Заглядываю в актовый зал. Вместо Сталина с отбитым носом только царапины на полу — там, где его к лестнице тащили. Он был, наверно, очень тяжелый. Интересно, куда его дели?
Вокруг ни души, пусто, как утром, когда я маршировал здесь со знаменем, представляя себе первомайский парад. Кажется, что это было не утром, а ужасно давно — столько всего произошло. В класс к Нине Петровне особого желания идти нет. Вот я и не тороплюсь, иду себе, слушаю, что за закрытыми дверьми происходит. Учителя бубнят, кто-то стучит мелом по доске, кто-то практикуется на горне, а где-то целый класс марширует под аккордеон. Все учатся, приобретают знания, необходимые для строительства коммунизма. Все, кроме меня. Я перестал жить жизнью коллектива и коммунистическим «МЫ» себя вроде уже не чувствую. Странное ощущение, неприятное. Лучше об этом не думать. Само пройдет.
Чтобы отвлечься, гляжу в дверную щелку класса русской литературы. Честно говоря, я этот класс не очень люблю. Развесили на стенках портреты мертвых писателей. И все с бородами. У доски стоит учитель по фамилии Лужко, и он тоже с бородой.
— В чем подлинное значение этого шедевра русской литературы? — спрашивает Лужко. — Почему нам и сегодня так важно изучать гоголевский «Нос»?
Никто не поднимает рук, и не удивительно.
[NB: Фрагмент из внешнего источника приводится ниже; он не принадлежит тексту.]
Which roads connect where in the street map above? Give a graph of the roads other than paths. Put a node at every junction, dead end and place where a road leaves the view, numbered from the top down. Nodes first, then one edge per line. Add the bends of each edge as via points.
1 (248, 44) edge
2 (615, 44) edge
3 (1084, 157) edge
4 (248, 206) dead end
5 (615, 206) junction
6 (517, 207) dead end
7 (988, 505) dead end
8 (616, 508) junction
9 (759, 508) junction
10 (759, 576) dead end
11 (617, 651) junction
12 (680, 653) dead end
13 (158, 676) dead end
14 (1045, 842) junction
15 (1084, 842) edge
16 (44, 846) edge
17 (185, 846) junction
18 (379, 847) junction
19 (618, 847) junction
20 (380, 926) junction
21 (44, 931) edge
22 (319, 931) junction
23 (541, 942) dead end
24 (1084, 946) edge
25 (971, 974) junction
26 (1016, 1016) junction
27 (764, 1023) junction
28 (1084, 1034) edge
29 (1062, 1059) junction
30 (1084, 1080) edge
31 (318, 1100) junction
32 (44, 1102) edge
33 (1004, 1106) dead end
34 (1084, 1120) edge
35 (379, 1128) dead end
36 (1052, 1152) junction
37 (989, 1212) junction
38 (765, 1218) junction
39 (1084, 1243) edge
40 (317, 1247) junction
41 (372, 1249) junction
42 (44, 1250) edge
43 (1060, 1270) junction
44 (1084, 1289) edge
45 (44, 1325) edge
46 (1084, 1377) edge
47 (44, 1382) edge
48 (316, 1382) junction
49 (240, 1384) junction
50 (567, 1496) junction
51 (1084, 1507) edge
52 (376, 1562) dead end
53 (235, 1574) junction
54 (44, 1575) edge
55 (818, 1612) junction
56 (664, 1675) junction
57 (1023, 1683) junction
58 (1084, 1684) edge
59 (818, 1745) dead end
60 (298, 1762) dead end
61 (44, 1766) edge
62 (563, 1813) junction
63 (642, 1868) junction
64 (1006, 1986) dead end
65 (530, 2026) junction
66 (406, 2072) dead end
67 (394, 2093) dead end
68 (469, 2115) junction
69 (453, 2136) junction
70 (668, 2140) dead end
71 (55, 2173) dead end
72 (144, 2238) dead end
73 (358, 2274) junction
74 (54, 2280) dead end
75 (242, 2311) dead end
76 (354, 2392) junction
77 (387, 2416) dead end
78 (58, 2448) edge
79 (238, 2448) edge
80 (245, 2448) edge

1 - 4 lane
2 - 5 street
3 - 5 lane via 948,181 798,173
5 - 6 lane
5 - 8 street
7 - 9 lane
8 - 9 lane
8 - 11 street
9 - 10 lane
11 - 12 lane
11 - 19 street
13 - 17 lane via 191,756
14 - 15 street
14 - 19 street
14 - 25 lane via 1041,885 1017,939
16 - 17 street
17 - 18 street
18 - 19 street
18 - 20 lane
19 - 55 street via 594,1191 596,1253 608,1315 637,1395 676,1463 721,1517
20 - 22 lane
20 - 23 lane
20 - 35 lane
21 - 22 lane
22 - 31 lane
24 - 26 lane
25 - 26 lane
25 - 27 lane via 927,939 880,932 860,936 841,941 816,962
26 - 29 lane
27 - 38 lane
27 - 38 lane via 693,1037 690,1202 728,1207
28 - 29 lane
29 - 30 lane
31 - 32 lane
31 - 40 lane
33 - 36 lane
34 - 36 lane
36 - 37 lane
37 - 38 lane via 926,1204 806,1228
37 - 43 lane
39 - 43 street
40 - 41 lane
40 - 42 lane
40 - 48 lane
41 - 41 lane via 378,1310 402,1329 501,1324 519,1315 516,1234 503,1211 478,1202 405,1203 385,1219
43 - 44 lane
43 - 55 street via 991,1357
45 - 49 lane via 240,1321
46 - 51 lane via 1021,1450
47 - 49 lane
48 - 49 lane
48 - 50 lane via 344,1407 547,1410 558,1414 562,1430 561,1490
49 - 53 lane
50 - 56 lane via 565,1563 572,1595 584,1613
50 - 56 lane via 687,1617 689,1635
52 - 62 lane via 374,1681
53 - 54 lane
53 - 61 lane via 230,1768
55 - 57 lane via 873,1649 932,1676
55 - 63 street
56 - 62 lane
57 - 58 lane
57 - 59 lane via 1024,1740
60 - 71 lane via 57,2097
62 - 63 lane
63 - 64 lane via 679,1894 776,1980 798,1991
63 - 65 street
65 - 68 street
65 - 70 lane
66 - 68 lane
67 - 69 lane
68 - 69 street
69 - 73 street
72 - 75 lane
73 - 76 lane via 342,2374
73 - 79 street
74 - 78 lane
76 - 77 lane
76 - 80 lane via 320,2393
Дурацкая книжка этот «Нос», мне ее Очкарик пересказывал. Чей-то там нос надел мундир и важничает так, будто он высокого чина сотрудник. Вранье, конечно. Хотя, с другой стороны, это дело прошлое, тогда еще цари правили и товарищ Сталин не был Вождем и Учителем. Всякое бывало. В наше советское время такого бы не разрешили. Органы бы этот нос тут же куда надо забрали. Зачем же Лужко вспоминает такие старые байки? Неизвестно. Пахнет вредительством.
— Мы и сейчас ясно видим в этом произведении, — говорит Лужко, — что слепая вера в чужие теории о том, что для нас хорошо, а что плохо, рано или поздно приводит к невозможности нашего собственного мышления. А это грозит развалом идеологических устоев. Во всей стране. Может быть, даже во всем мире.
Лужко внимательно на класс глядит и спрашивает:
— Всем понятно?
Никому, конечно, ничего не понятно. Этот Лужко подозрительный тип. Я за ним давно наблюдаю. Остальные учителя говорят нормальными словами, как по радио, а этот — нет. Что-то с ним не в порядке.
Иду дальше по коридору, думаю о том, как Вовка сейчас Сергею Ивановичу меня закладывает. Теперь директор знает правду. А пока я дойду до класса, и Нина Петровна будет знать, и весь класс тоже, и к следующей перемене — вся школа. И буду я врагом народа. Конечно, так и полагается. Мой папа в тюрьме, и это я, а не Очкарик отбил нос у товарища Сталина. Придется отвечать за это преступление.
«Государство позаботится. Утром его заберут» — сказал старший лейтенант вчера ночью, когда увозили папу. Тогда я не сообразил, о чем он, а теперь понятно. Он говорил о детдоме. Вместо того чтобы принимать в пионеры, меня отправят в детдом для детей врагов народа. Дадут крышу над головой, оденут, обуют, но доверять мне больше никогда не смогут. С этого самого дня не будет мне веры ни в чем. Всю жизнь буду под подозрением. А ведь я люблю товарища Сталина больше их всех, вместе взятых! Как такое могло случиться? Я об этом потом подумаю, а пока надо на что-то решаться. Делать мне здесь больше нечего. Я исчезну, спрячусь так, что они меня ни за что не найдут.
Поворачиваюсь, бегу по коридору, толкаю дверь на лестницу и лечу вниз по ступенькам. У последнего пролета сигаю через перила и приземляюсь прямо перед носом у того самого старшего лейтенанта, который папу арестовал. И оперативники с ним те же.